Molti però non pensano alla distruzione del Regno che con tante difficoltà per secoli è stato unito, quanto alla frantumazione dell’ancora più difficile Unione Europea e della sua moneta, l’euro. La cosa potrebbe creare crisi finanziarie globali ed esasperare tensioni sociali e politiche dentro e fuori i labilissimi confini dell’Unione.
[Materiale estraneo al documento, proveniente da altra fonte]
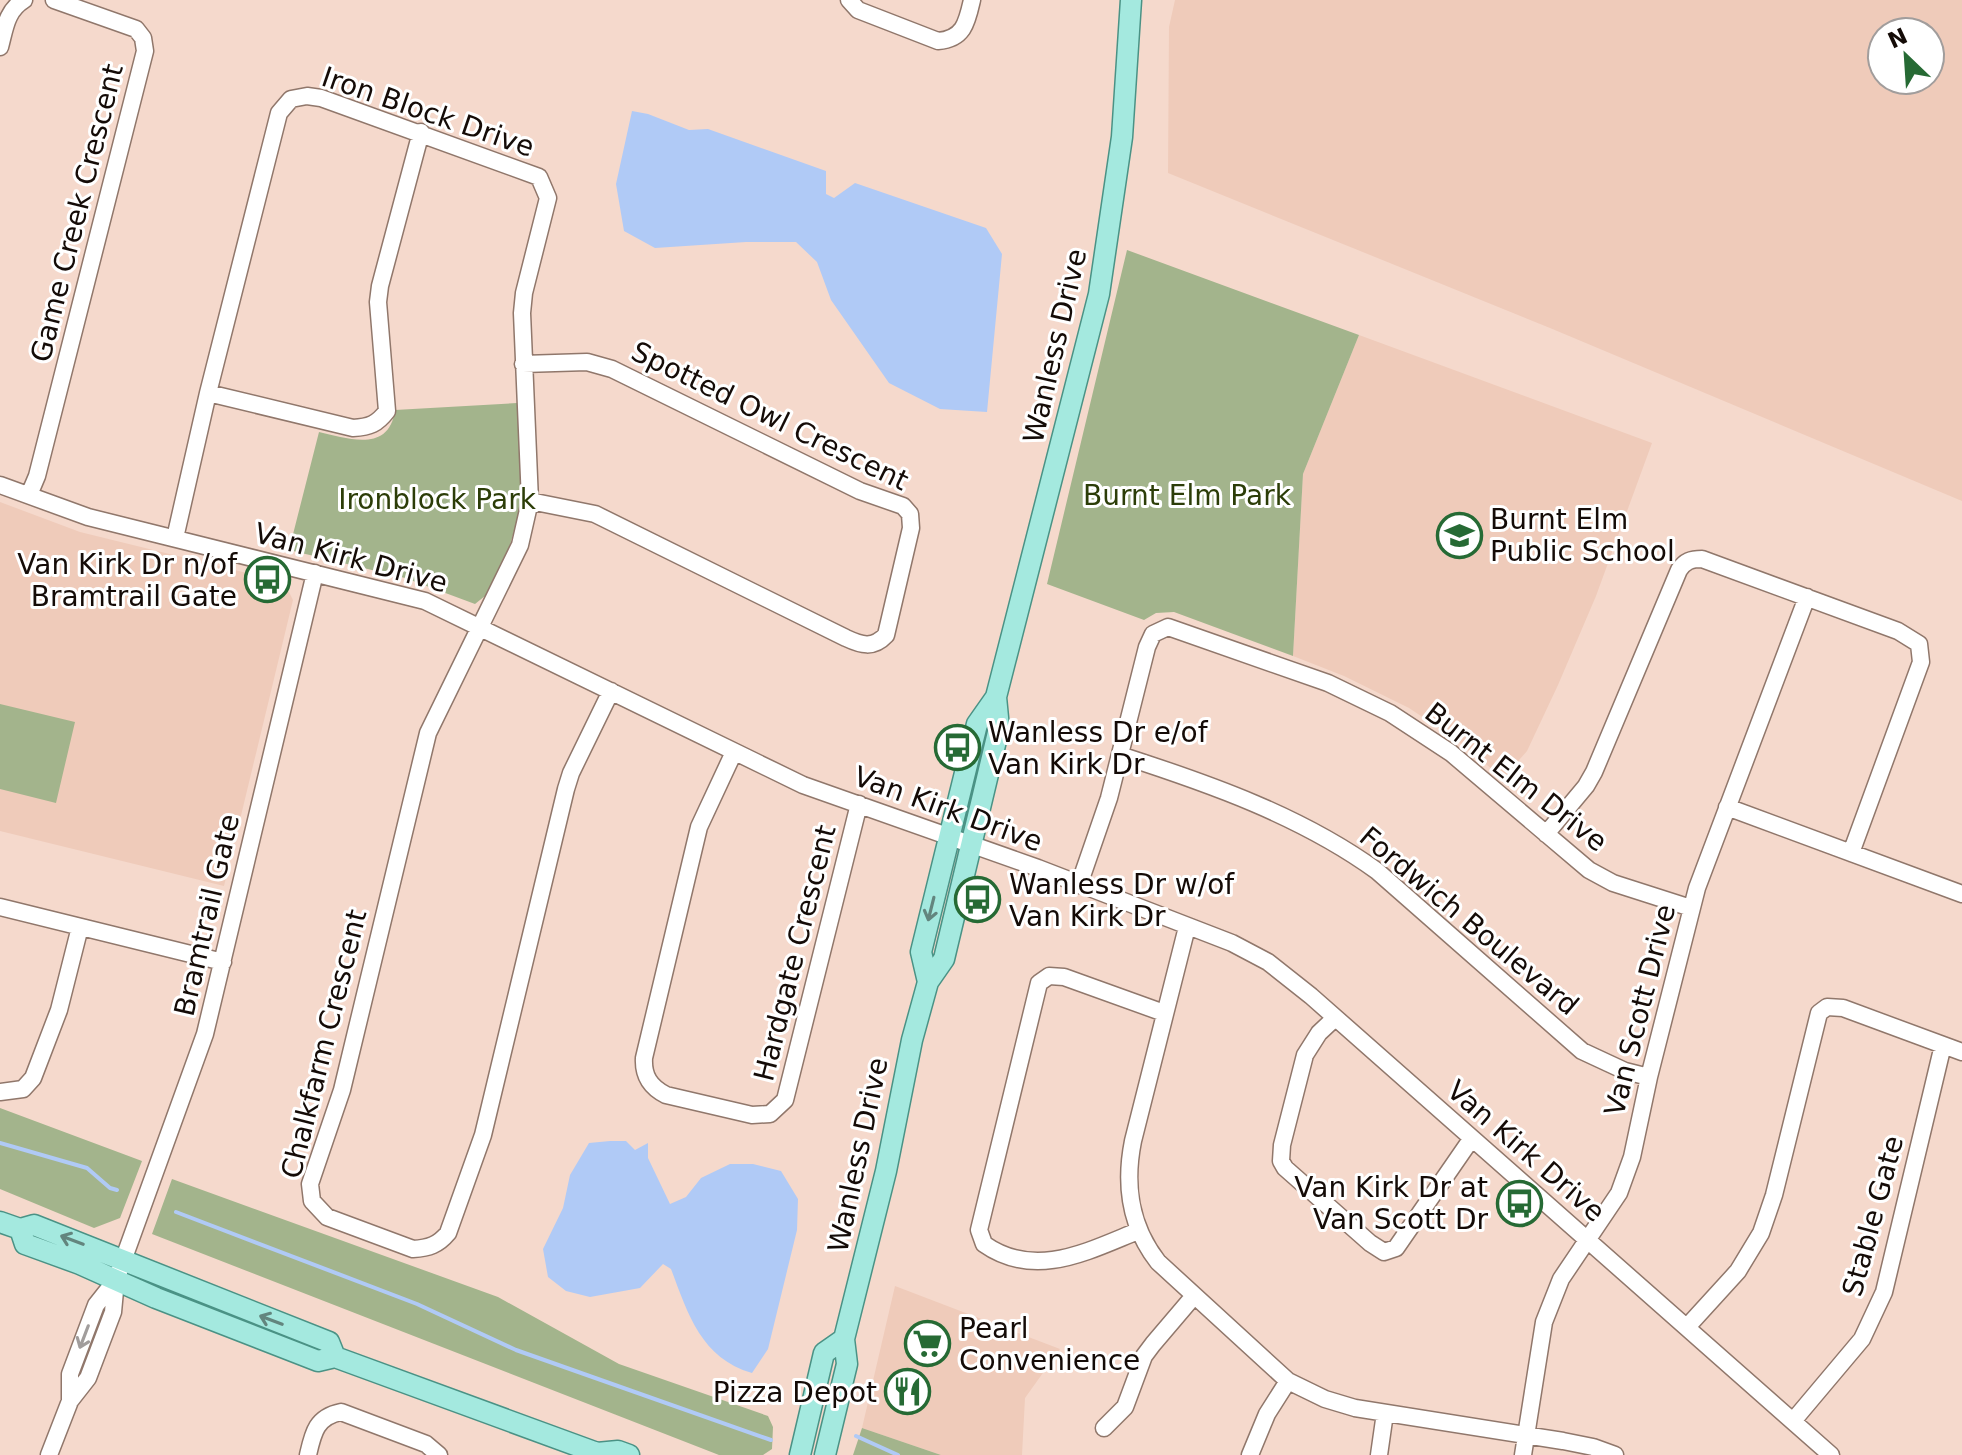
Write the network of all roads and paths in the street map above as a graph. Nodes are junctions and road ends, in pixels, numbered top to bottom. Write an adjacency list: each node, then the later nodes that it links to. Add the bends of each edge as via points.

Tanti finanzieri temono questo e ci mettono i loro soldi puntando contro la moneta unica, a cominciare dallo speculatore/filosofo Soros. Le prospettive reali sono un orizzonte per l’Europa come fu quello per l’Asia con la sua crisi finanziaria del 1997-98. Allora il crollo del baht thailandese innescò una catena di eventi che rase al suolo tante economie della regione. Ciò a sua volta portò a una serie di enormi sommovimenti sociali che spazzarono via regimi e pratiche di governo consolidate in quasi tutti i paesi dell’aerea, dal Giappone e dal Sud Corea fino all’Indonesia e all’India. Solo la Cina resistette alla tempesta finanziaria, ma ciò perché la sua moneta non era liberamente convertibile.



Oggi l’uscita del Regno Unito dalla Ue è un fatto molto più grave del crollo del baht nel 1997 e l’area dell’euro è molto più pesante globalmente di quella asiatica 20 anni fa. Allora solo lo yen nipponico era un gigante, gli altri erano solo gnomi finanziari. Quindi potrebbe accadere qualcosa di molto peggio della crisi del 2008, partita dall’America, quando tutti sono ancora doloranti per quelle ferite non rimarginate.

Occorre porvi rimedio rapidissimamente prima che il disastro si allarghi fuori da ogni controllo. La confusione totale di queste ore ha molti padri e i libri di storia certamente produrranno migliaia di volumi in proposito, ma qui brevemente occorre dire che la colpa non è solo di chi ha usato rozzamente la delicata clava della democrazia, ma anche dei tanti burocrati che per anni sono rimasti sordi alle lamentele popolari. E’ mancata la vera democrazia e la capacità di guidare il continente attraverso cambiamenti immani e difficilissimi.

Le prospettive quindi non sono oggi rosee: chi non è stato capace in tempi normali riuscirà in tempi straordinari? È difficile ma è più che possibile; è essenziale alla sopravvivenza di tutti. 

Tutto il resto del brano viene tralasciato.